The conference at the Linen Hall Library in Belfast was organised by republican ex-prisoners group Coisde na Iarceimi.”

From the Sunday Times article:

“Eamon Phoenix, the historian, told how the support of Irish nationalists for British wars was undermined and transformed into outright opposition to the British link by events such as the treatment of demobbed soldiers after the first world war. Many nationalists who got jobs in the shipyards were violently expelled as disloyal infiltrators by sectarian mobs despite their military service.

That radicalised many but, even so, support for the British armed forces persisted within nationalism for years.Until 1925, for instance, a rally of the Ancient Order of Hibernians was addressed, each Remembrance Day, by Sir James Craig, the unionist prime minister.

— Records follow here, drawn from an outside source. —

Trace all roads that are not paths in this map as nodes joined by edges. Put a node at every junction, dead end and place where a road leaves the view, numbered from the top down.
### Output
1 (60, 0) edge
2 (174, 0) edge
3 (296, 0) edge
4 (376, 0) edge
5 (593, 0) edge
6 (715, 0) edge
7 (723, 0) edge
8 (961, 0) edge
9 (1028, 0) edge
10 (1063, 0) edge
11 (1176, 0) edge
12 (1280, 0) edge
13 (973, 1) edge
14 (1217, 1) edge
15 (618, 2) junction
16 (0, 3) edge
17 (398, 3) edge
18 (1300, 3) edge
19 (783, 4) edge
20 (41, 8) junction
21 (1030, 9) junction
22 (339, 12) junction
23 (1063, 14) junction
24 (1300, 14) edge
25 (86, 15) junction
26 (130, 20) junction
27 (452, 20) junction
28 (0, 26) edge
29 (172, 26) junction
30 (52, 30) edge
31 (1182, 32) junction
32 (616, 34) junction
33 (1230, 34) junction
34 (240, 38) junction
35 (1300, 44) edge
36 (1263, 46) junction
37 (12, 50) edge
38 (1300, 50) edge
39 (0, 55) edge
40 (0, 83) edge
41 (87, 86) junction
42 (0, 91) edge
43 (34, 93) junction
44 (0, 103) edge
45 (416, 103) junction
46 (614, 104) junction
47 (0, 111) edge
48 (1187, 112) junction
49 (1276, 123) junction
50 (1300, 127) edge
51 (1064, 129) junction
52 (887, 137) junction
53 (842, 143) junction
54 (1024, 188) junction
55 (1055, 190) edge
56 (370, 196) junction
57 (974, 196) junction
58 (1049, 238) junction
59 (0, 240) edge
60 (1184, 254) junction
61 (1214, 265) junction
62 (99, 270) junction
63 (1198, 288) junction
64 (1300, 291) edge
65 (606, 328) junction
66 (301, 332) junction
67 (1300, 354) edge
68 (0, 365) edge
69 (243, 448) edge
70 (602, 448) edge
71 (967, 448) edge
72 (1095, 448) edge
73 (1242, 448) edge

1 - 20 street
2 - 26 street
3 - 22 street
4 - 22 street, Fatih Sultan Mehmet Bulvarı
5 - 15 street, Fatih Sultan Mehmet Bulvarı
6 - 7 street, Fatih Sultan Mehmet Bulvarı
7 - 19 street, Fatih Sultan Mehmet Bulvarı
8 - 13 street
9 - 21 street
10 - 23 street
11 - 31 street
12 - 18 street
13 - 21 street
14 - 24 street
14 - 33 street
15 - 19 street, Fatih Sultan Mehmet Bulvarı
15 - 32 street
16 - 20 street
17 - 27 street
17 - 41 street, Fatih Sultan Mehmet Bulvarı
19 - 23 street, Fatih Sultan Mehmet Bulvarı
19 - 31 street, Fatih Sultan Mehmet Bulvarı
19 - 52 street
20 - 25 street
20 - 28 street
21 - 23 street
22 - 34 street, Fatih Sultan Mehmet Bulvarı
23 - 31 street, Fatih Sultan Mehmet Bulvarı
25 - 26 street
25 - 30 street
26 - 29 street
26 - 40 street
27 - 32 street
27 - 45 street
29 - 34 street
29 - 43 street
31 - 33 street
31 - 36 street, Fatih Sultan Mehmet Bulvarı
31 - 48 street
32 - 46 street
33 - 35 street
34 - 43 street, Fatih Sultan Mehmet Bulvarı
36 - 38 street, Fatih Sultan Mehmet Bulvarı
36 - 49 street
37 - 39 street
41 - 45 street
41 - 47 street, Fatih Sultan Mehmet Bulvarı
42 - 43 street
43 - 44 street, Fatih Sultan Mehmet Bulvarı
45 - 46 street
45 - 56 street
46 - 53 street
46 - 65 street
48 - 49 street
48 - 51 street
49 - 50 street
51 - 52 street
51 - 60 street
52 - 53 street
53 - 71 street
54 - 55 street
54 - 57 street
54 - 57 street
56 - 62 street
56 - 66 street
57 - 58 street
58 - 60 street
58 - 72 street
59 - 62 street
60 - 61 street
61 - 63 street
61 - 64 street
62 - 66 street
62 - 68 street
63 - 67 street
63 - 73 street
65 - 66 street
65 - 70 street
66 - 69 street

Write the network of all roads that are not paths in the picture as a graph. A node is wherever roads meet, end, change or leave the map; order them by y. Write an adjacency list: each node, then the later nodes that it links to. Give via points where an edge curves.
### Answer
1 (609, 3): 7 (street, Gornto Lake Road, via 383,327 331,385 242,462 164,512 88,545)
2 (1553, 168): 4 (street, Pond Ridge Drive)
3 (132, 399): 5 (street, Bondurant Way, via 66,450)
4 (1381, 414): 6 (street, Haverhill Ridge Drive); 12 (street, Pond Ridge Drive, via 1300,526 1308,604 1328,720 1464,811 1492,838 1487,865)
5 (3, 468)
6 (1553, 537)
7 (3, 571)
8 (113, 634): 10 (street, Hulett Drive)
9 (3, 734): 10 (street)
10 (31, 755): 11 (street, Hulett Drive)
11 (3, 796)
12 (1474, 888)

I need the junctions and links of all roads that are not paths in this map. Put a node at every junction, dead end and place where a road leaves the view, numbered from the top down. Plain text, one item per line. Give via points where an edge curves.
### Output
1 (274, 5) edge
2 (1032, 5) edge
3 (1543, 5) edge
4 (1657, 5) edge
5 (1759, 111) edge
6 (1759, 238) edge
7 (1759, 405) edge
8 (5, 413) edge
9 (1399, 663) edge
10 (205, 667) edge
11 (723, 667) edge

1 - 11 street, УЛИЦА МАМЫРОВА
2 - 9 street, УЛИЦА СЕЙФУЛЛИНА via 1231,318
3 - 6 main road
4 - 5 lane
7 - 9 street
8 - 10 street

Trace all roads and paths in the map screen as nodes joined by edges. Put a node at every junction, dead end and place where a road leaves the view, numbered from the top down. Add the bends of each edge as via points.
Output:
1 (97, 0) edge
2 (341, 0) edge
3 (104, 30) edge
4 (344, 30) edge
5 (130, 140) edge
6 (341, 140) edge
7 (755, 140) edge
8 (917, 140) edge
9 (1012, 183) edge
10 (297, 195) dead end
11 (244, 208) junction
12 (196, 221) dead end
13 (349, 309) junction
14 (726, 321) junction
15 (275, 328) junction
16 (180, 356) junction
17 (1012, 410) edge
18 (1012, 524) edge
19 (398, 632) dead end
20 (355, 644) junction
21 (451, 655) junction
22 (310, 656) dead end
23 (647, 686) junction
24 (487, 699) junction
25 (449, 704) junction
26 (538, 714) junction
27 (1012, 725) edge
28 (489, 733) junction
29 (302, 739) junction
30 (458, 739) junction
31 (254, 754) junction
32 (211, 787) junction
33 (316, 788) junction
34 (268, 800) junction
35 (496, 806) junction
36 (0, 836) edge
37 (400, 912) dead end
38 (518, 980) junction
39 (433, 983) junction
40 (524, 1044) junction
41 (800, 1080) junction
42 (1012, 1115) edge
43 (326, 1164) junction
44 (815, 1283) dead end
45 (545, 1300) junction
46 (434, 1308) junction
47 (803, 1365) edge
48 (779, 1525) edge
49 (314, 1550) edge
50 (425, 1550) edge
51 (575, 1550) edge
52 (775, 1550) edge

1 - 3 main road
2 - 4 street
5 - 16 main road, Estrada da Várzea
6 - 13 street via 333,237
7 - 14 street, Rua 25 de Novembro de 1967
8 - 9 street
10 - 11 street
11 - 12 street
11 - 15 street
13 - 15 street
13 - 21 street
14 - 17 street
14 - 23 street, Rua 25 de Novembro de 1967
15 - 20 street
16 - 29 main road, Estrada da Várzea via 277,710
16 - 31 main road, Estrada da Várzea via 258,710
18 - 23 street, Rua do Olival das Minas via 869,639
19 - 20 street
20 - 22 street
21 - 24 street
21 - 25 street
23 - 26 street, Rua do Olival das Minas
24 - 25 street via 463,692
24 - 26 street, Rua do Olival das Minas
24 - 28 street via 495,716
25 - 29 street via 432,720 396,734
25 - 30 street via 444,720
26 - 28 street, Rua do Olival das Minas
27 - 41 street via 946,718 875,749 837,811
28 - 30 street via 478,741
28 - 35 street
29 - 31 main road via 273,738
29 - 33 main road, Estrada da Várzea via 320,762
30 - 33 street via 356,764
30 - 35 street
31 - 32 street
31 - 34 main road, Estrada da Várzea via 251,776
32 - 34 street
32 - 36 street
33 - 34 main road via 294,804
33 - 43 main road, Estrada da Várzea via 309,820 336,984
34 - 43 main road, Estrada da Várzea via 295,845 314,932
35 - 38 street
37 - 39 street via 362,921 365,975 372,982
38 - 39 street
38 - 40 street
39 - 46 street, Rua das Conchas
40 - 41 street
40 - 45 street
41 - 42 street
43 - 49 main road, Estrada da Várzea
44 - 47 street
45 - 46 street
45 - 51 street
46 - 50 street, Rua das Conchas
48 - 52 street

The tradition ended abruptly when he pushed his luck too far and alienated the avowedly nationalist group by telling them that they must support the principles of unionism.

That was a bridge too far and, as the DUP comes to grips with Sinn Fein, it may care to reflect on Craig’s mistake in pushing nationalist co-operation past what could be delivered. This is not the first time nationalists have been willing to work with unionists to achieve stability. There has always been a willingness to give practical support to the institutions of the state while fully intending to change them by democratic means as soon as they can.”

Also in the Sunday Times article, the moving story of How Roy Garland and Gusty Spence helped Martin Meehan find the grave of his grandfather, Camillus Clarke, who died in Belgium during WWI.